+++ Information given +++
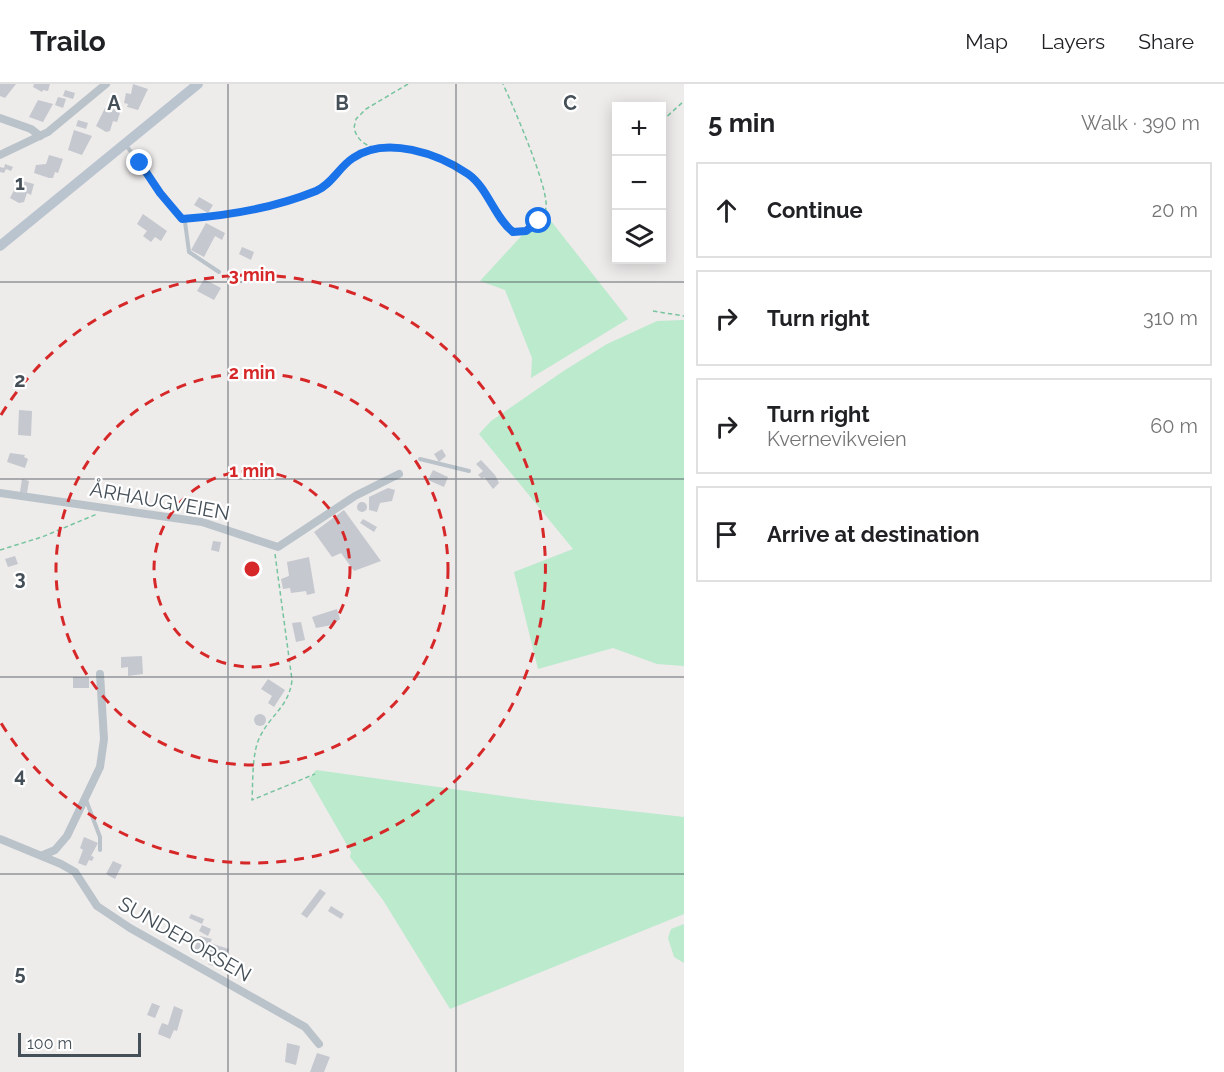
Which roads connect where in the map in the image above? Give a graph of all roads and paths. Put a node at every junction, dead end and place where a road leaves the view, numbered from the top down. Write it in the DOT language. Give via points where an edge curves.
graph roads {
  1 [pos="106,84"];
  2 [pos="198,84"];
  3 [pos="408,84"];
  4 [pos="503,84"];
  5 [pos="684,101"];
  6 [pos="666,117"];
  7 [pos="0,118"];
  8 [pos="40,136"];
  9 [pos="125,144"];
  10 [pos="372,149"];
  11 [pos="0,155"];
  12 [pos="182,219"];
  13 [pos="0,246"];
  14 [pos="219,273"];
  15 [pos="653,311"];
  16 [pos="684,316"];
  17 [pos="420,459"];
  18 [pos="469,471"];
  19 [pos="399,474"];
  20 [pos="0,493"];
  21 [pos="102,506"];
  22 [pos="278,547"];
  23 [pos="0,550"];
  24 [pos="100,674"];
  25 [pos="315,774"];
  26 [pos="86,799"];
  27 [pos="0,839"];
  28 [pos="100,850"];
  29 [pos="43,855"];
  30 [pos="320,1044"];
  1 -- 8 [label="street"];
  2 -- 9 [label="main road"];
  3 -- 10 [label="path" via="356,119 356,134"];
  4 -- 10 [label="path" via="546,197 543,217 526,231 516,233 508,228 472,178 442,158 414,149"];
  5 -- 6 [label="path"];
  7 -- 8 [label="street"];
  8 -- 11 [label="street"];
  9 -- 12 [label="lane"];
  9 -- 13 [label="main road"];
  10 -- 12 [label="path" via="354,157 330,183 314,191 216,218"];
  12 -- 14 [label="lane" via="188,229 189,252"];
  15 -- 16 [label="path"];
  17 -- 18 [label="lane"];
  19 -- 22 [label="street" via="355,496"];
  20 -- 21 [label="street, ÅRHAUGVEIEN"];
  21 -- 22 [label="street, ÅRHAUGVEIEN" via="220,526"];
  21 -- 23 [label="path" via="94,518"];
  22 -- 25 [label="path" via="274,556 291,695 257,744 252,800"];
  24 -- 26 [label="street" via="103,751"];
  26 -- 28 [label="lane" via="100,837"];
  26 -- 29 [label="street" via="63,842"];
  27 -- 29 [label="street, SUNDEPORSEN"];
  29 -- 30 [label="street, SUNDEPORSEN" via="75,873 89,897 105,912 305,1027"];
}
+++
A verbatim copy of the records is needed, with all images omitted.

| Exercise answer |
Which roads connect where in the map in the image above? Give a graph of all roads and paths. Put a node at every junction, dead end and place where a road leaves the view, numbered from the top down. Write it in the DOT language. Give via points where an edge curves.
graph roads {
  1 [pos="106,84"];
  2 [pos="198,84"];
  3 [pos="408,84"];
  4 [pos="503,84"];
  5 [pos="684,101"];
  6 [pos="666,117"];
  7 [pos="0,118"];
  8 [pos="40,136"];
  9 [pos="125,144"];
  10 [pos="372,149"];
  11 [pos="0,155"];
  12 [pos="182,219"];
  13 [pos="0,246"];
  14 [pos="219,273"];
  15 [pos="653,311"];
  16 [pos="684,316"];
  17 [pos="420,459"];
  18 [pos="469,471"];
  19 [pos="399,474"];
  20 [pos="0,493"];
  21 [pos="102,506"];
  22 [pos="278,547"];
  23 [pos="0,550"];
  24 [pos="100,674"];
  25 [pos="315,774"];
  26 [pos="86,799"];
  27 [pos="0,839"];
  28 [pos="100,850"];
  29 [pos="43,855"];
  30 [pos="320,1044"];
  1 -- 8 [label="street"];
  2 -- 9 [label="main road"];
  3 -- 10 [label="path" via="356,119 356,134"];
  4 -- 10 [label="path" via="546,197 543,217 526,231 516,233 508,228 472,178 442,158 414,149"];
  5 -- 6 [label="path"];
  7 -- 8 [label="street"];
  8 -- 11 [label="street"];
  9 -- 12 [label="lane"];
  9 -- 13 [label="main road"];
  10 -- 12 [label="path" via="354,157 330,183 314,191 216,218"];
  12 -- 14 [label="lane" via="188,229 189,252"];
  15 -- 16 [label="path"];
  17 -- 18 [label="lane"];
  19 -- 22 [label="street" via="355,496"];
  20 -- 21 [label="street, ÅRHAUGVEIEN"];
  21 -- 22 [label="street, ÅRHAUGVEIEN" via="220,526"];
  21 -- 23 [label="path" via="94,518"];
  22 -- 25 [label="path" via="274,556 291,695 257,744 252,800"];
  24 -- 26 [label="street" via="103,751"];
  26 -- 28 [label="lane" via="100,837"];
  26 -- 29 [label="street" via="63,842"];
  27 -- 29 [label="street, SUNDEPORSEN"];
  29 -- 30 [label="street, SUNDEPORSEN" via="75,873 89,897 105,912 305,1027"];
}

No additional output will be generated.